Please let me know if we have any other way to approach this problem?

Thanks,
Nasimul

Posted: Thu May 15, 2008 1:39 am
by ArndW
This conversion can be done automatically in DataStage if you have NLS installed, just declare your input as LATIN1 and the output as UTF8

Posted: Thu May 15, 2008 2:17 am
by ArndW
This conversion can be done automatically in DataStage if you have NLS installed, just declare your input as LATIN1 and the output as UTF8

Re: Convert data from LATIN1 to UTF8

Posted: Thu May 15, 2008 5:07 am
by nasimul
Hi,
Is there any other way to convert LATIN1 format to UTF8?
Actually in datastage NLS is not enabled.
Please let me know any other solution.

Thanks,
Nasimul

Posted: Fri May 16, 2008 6:38 am
by ray.wurlod
How do you expect to manipulate character sets if the tool for doing so is disabled?

The answer is no.

You can try using NVarChar as a data type but no guarantees are made. It may or may not work, when NLS is disabled.

Posted: Mon May 19, 2008 7:58 am
by nasimul
Hi,

I want to know is there any DB2 function to convert LATIN1 format to UTF8 format?

Posted: Mon May 19, 2008 9:00 am
by ArndW
No, DB2 does not have a function to convert between character sets.
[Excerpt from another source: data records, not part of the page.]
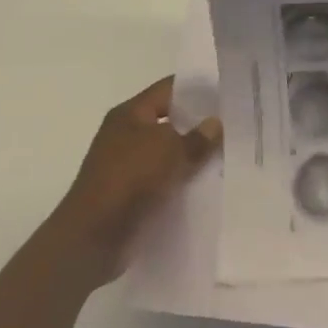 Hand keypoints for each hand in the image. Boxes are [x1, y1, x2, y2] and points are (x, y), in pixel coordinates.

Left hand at [61, 77, 221, 275]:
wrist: (92, 238)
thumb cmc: (129, 179)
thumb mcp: (170, 150)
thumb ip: (197, 137)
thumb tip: (215, 123)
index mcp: (130, 114)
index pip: (168, 89)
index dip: (197, 88)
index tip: (226, 91)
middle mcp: (126, 135)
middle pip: (170, 121)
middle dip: (199, 124)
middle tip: (234, 123)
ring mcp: (127, 166)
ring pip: (169, 153)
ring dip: (192, 156)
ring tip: (228, 154)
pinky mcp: (131, 195)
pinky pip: (164, 180)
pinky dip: (182, 181)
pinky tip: (209, 183) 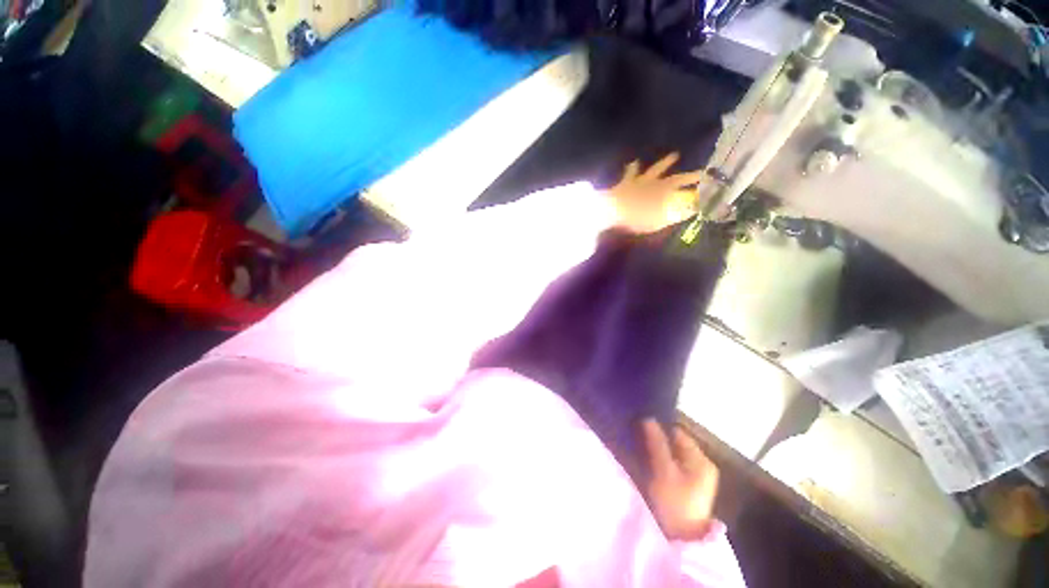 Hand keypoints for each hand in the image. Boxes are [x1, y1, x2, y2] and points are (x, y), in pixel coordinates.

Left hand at [607, 152, 702, 233]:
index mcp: (660, 192)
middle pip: (673, 178)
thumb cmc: (634, 216)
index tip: (708, 182)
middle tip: (699, 172)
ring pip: (654, 170)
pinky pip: (629, 175)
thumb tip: (689, 211)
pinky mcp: (625, 184)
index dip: (694, 184)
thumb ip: (671, 216)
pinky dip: (632, 169)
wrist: (611, 210)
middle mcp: (653, 184)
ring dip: (664, 164)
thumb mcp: (655, 221)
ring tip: (675, 155)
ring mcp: (639, 182)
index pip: (682, 187)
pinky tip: (633, 162)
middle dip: (687, 176)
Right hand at [640, 418, 719, 540]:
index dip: (659, 426)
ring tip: (639, 446)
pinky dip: (661, 461)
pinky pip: (672, 465)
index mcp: (701, 459)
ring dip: (658, 450)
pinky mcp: (688, 487)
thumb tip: (648, 417)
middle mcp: (701, 465)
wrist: (681, 539)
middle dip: (657, 439)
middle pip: (675, 443)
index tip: (640, 424)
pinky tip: (648, 462)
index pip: (677, 432)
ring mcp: (696, 477)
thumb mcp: (663, 470)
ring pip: (672, 454)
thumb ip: (656, 442)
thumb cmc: (674, 502)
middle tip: (637, 435) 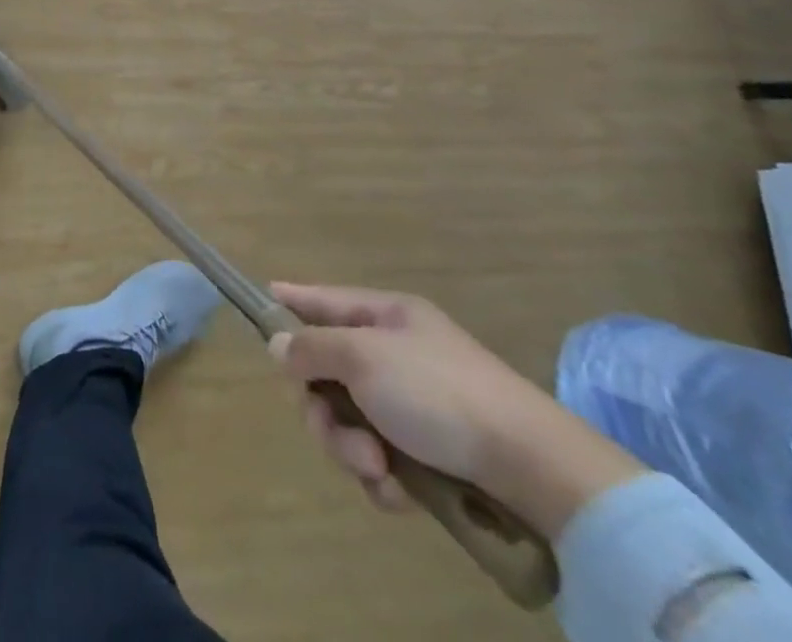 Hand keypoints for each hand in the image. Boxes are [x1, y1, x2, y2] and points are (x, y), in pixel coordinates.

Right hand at [268, 283, 643, 536]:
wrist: (532, 467)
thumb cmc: (439, 392)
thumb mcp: (365, 358)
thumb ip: (313, 347)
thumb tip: (279, 344)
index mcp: (384, 316)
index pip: (323, 299)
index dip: (290, 300)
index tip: (260, 300)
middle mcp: (395, 353)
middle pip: (327, 372)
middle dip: (324, 410)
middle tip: (338, 434)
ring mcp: (412, 403)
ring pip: (349, 421)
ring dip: (352, 449)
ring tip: (378, 471)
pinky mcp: (429, 451)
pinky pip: (380, 457)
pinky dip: (381, 477)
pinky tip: (397, 492)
Posted: Mon May 19, 2008 11:19 am
by jdmiceli
If you aren't using NLS for whatever reason, the safest way would be to extract the data from LATIN-1 source and dump the data to a sequential file on a UTF-8 box. I think this will create the file in the codepage format you want and then you could bulk load the file to DB2. It is a one-off fix, but I think it will work.

Posted: Wed Jun 04, 2008 1:31 am
by ArndW
If you do a "diff" on the 2 files are they identical?

Posted: Fri Jun 06, 2008 12:40 am
by ankita
Yes, we have tried diff, but it's not showing any difference other than 2 rejected records. This rejection is due to business logic, which is fine.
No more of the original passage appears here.